L'organizzaizone umaniatria WeWorld è tornata operativa nel Paese: «In un momento così delicato», spiega Dina Taddia, consigliera delegata dell’organizzazione, «dopo che la situazione è rapidamente precipitata e i diritti delle persone negati con sempre più forza, abbiamo deciso di riprendere le nostre attività in Afghanistan per garantire sostegno alle comunità locali. Il nostro intervento supporta le donne sole capofamiglia e i loro figli e figlie che vivono nella provincia di Herat.
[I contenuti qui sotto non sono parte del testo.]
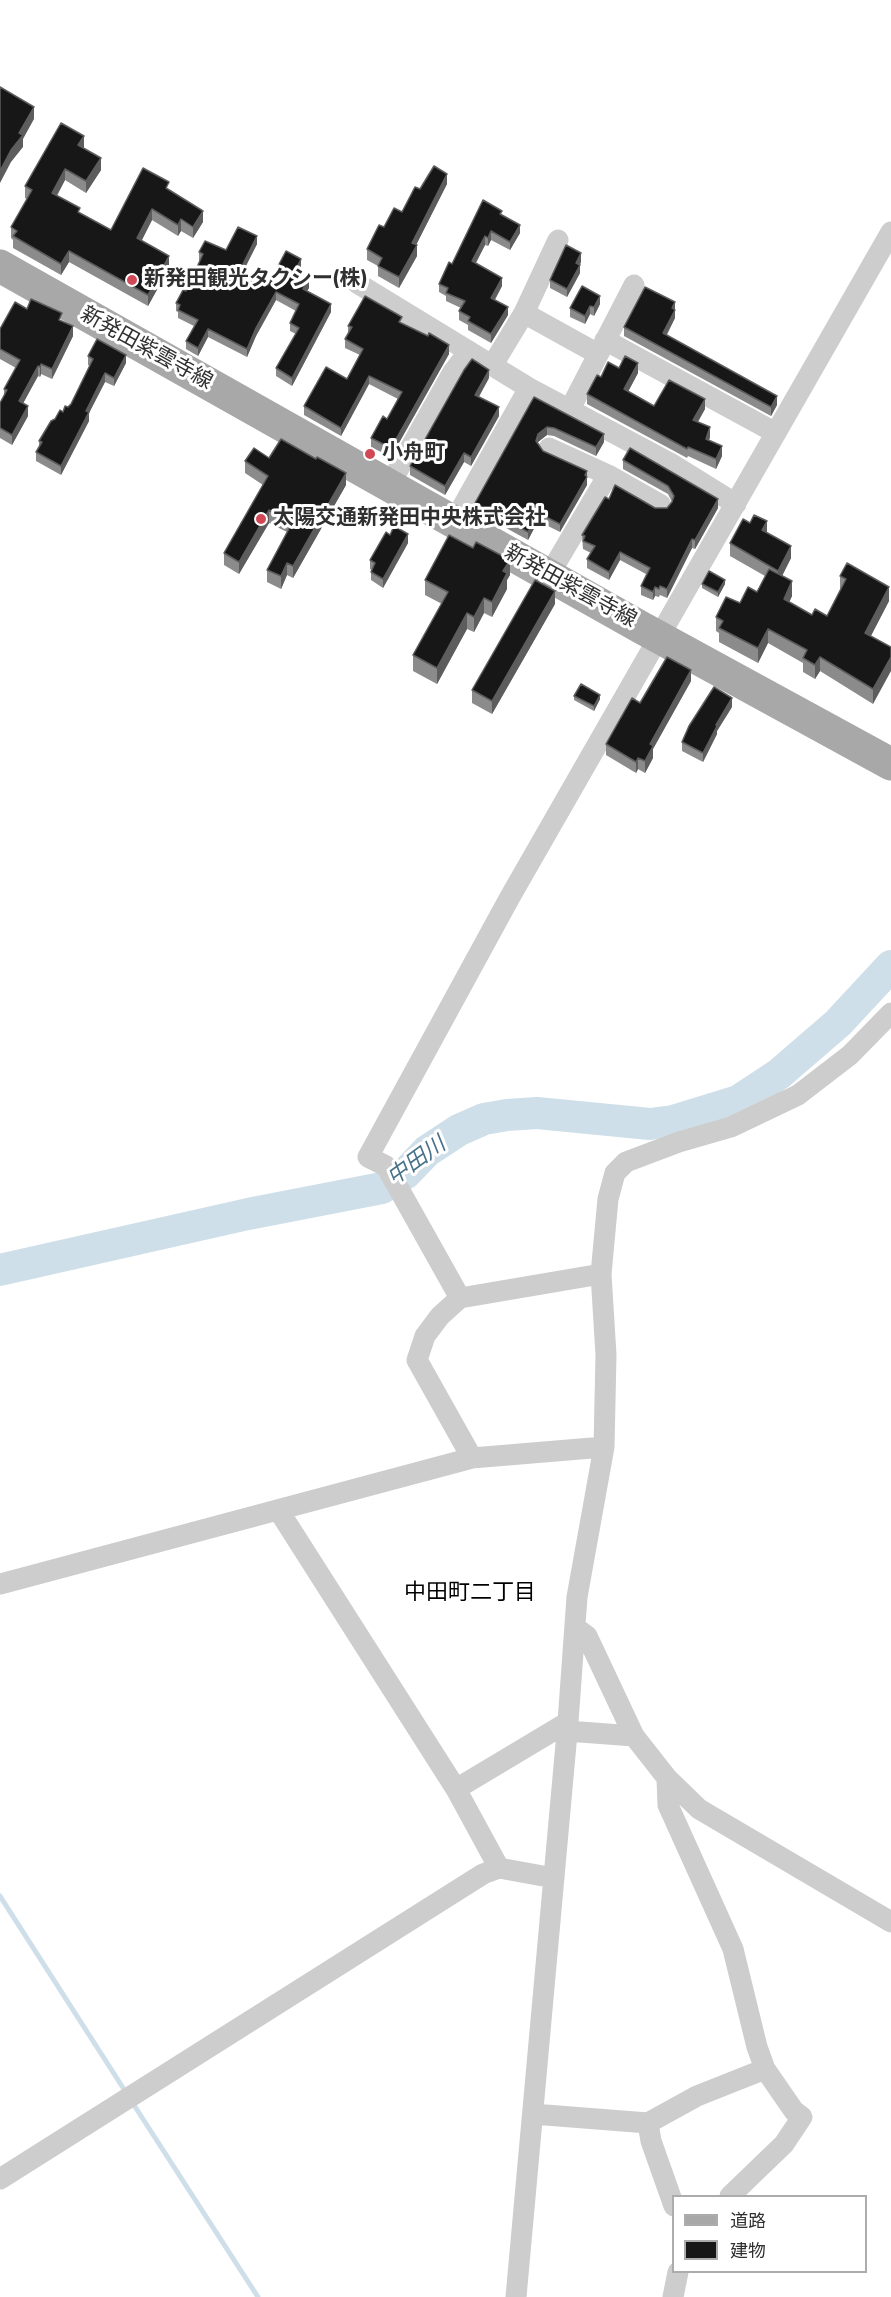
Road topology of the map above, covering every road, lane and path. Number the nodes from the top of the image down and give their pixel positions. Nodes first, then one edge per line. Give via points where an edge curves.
1 (891, 232) edge
2 (558, 240) dead end
3 (0, 267) edge
4 (357, 283) dead end
5 (634, 285) dead end
6 (524, 313) junction
7 (602, 347) junction
8 (469, 351) junction
9 (492, 366) junction
10 (529, 388) junction
11 (570, 409) junction
12 (776, 433) junction
13 (549, 447) dead end
14 (608, 475) junction
15 (389, 486) junction
16 (736, 504) junction
17 (662, 505) edge
18 (454, 522) junction
19 (549, 575) junction
20 (660, 637) junction
21 (891, 764) edge
22 (891, 1013) edge
23 (601, 1274) junction
24 (460, 1298) junction
25 (604, 1447) junction
26 (472, 1458) junction
27 (279, 1510) junction
28 (0, 1584) edge
29 (576, 1628) junction
30 (568, 1726) junction
31 (634, 1736) junction
32 (667, 1778) junction
33 (456, 1789) junction
34 (499, 1868) junction
35 (554, 1878) junction
36 (891, 1922) edge
37 (765, 2069) junction
38 (533, 2114) junction
39 (648, 2123) junction
40 (0, 2179) edge
41 (731, 2195) edge
42 (672, 2200) edge
43 (678, 2273) edge
44 (516, 2297) edge
45 (673, 2297) edge

1 - 12 street
2 - 6 street
3 - 15 main road, 新発田紫雲寺線
4 - 8 street
5 - 7 street
6 - 7 street
6 - 9 street
7 - 11 street
7 - 12 street
8 - 9 street
8 - 15 street via 453,372
9 - 10 street
10 - 11 street
10 - 18 street
11 - 16 street
12 - 16 street
13 - 14 street
14 - 17 street
14 - 19 street
15 - 18 main road, 新発田紫雲寺線
16 - 20 street
18 - 19 main road, 新発田紫雲寺線
19 - 20 main road, 新発田紫雲寺線
20 - 21 main road, 新発田紫雲寺線
20 - 24 street via 516,887 368,1157 386,1166
22 - 23 street via 850,1055 798,1095 731,1127 626,1162 615,1173 608,1199
23 - 24 street
23 - 25 street via 606,1355
24 - 26 street via 425,1336 417,1360
25 - 26 street
25 - 29 street via 577,1597
26 - 27 street
27 - 28 street
27 - 33 street
29 - 30 street
29 - 31 street via 587,1636
30 - 31 street
30 - 33 street
30 - 35 street
31 - 32 street
32 - 36 street via 699,1809
32 - 37 street via 668,1805 733,1949
33 - 34 street
34 - 35 street
34 - 40 street via 483,1874
35 - 38 street
37 - 39 street via 697,2096
37 - 41 street via 802,2117 784,2144
38 - 39 street
38 - 44 street
39 - 42 street
43 - 45 street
In questa provincia, infatti, la dimensione media di un nucleo familiare è di 10 persone, sono presenti oltre 10mila donne capofamiglia e più di 50mila bambini necessitano di assistenza umanitaria. Il conflitto ventennale ha creato milioni di vedove di guerra e l’emergenza Covid-19, in un Paese dove solo il 2% della popolazione è vaccinata, ha esponenzialmente aumentato il numero di donne sole. Molte di loro sono le più povere tra i poveri, analfabete, costrette a mendicare per sopravvivere rischiando ogni giorno la loro vita da quando i talebani hanno vietato alle donne di uscire di casa senza un tutore maschio. Pensiamo a tutte quelle donne che non hanno figli maschi e vivono nel costante rischio di non riuscire nemmeno a elemosinare qualcosa per sostenere la propria famiglia. Questa vulnerabilità è ulteriormente esasperata dalle dure condizioni dell’inverno in Afghanistan, dove le temperature possono raggiungere i -12 gradi. Le donne sole capofamiglia e le loro bambine e bambini rischiano di non superare l’inverno. È per questo che è necessario intervenire nel Paese».